Travaux de réalisation de KMS/3 : Un complément de 9,8 milliards enregistré.


Pour répondre à la demande sociale en eau potable, l’AFD (contribuant à hauteur de 70 milliards soit 25% du coût total) et l’État du Sénégal se sont encore donné la main pour cette fois-ci une convention de 9,8 milliards, après un prêt de  60, 7 milliards de FCFA. Ce nouveau prêt au nom de KMS/3 a pour objet la construction de la troisième station de pompage d’eau potable à Keur Momar Sarr.
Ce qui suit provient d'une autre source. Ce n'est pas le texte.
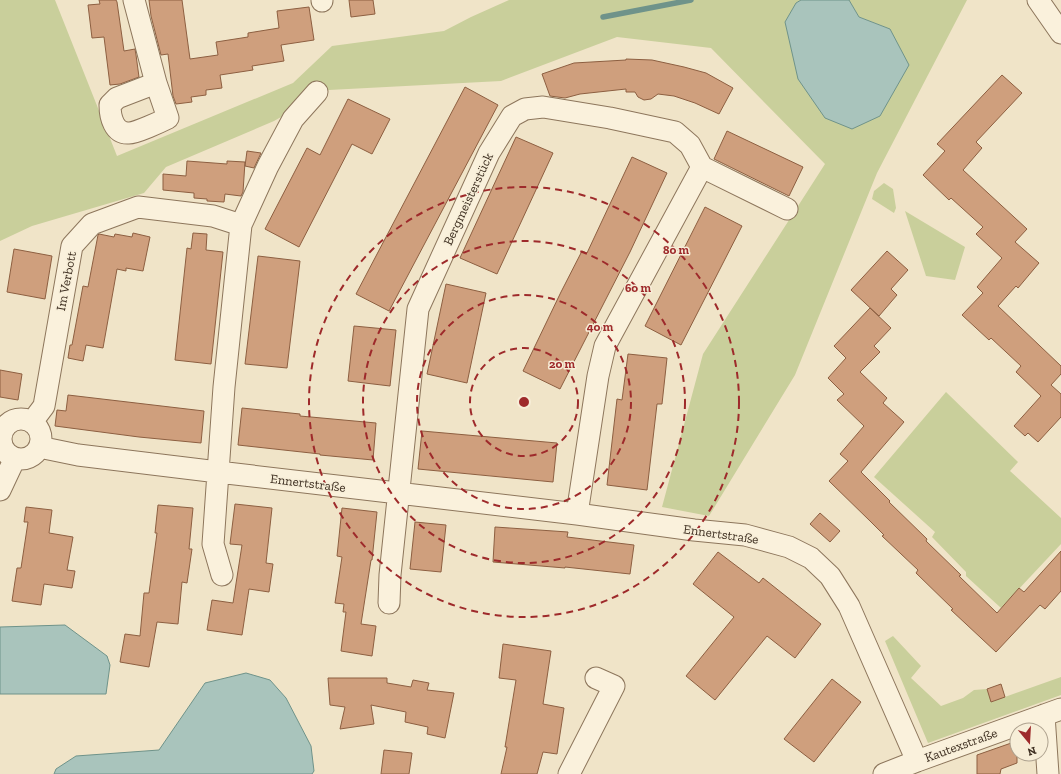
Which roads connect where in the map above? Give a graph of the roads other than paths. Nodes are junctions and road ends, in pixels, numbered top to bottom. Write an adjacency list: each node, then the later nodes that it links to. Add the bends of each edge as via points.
1 (134, 0): 4 (street)
2 (1038, 0): 3 (street)
3 (1061, 33)
4 (156, 83)
5 (317, 92): 8 (street, via 293,119)
6 (702, 167): 7 (street); 15 (street, Bergmeisterstück, via 690,145 675,132 543,107 525,108 512,116 489,153 418,309); 16 (street, via 605,346)
7 (787, 209)
8 (241, 225): 9 (street, Im Verbott, via 214,216 138,207 92,224 72,246 44,406); 13 (street)
9 (32, 422): 10 (street, via 16,420); 11 (street, via 40,434)
10 (1, 430): 12 (street, via 1,444)
11 (39, 447): 12 (street, via 26,458); 13 (street, Ennertstraße, via 78,455)
12 (14, 458): 14 (street)
13 (218, 472): 15 (street, Ennertstraße); 17 (street, via 213,544)
14 (0, 490)
15 (399, 494): 16 (street, Ennertstraße); 18 (street, via 390,575)
16 (577, 514): 21 (street, Ennertstraße, via 745,535 789,547 811,558 830,576 849,606)
17 (222, 575)
18 (390, 603)
19 (596, 678): 22 (street, via 614,686)
20 (1052, 712): 21 (street, Kautexstraße); 24 (street)
21 (917, 761): 23 (street, Kautexstraße)
22 (569, 774)
23 (884, 774)
24 (1048, 774)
Le nouveau représentant de l’AFD se félicite de ce projet qui a  trois objectifs : le premier est d’assurer un approvisionnement en eau potable qui soit sûr et durable pour la région de Dakar grâce à une augmentation de la production. Le deuxième objectif est l’extension du réseau de distribution dans la capitale sénégalaise et enfin le troisième et dernier objectif,  la consolidation de la régulation du secteur et la capacitation des acteurs à travers la subvention de l’AFD qui s’élève à 1 million d’euros. C’est donc un projet structurant qui renforce la confiance de l’AFD en sa réalisation car prolongeant une longue et fructueuse collaboration dans le secteur de l’eau et de l’assainissement.  L'agence française de développement s’est engagée au cours des dix dernières années à hauteur de 175 milliards de FCFA dans les secteurs de l’Hydraulique urbaine, l’assainissement collectif et autonome, la gestion des inondations et la promotion intégrée des ressources en eau.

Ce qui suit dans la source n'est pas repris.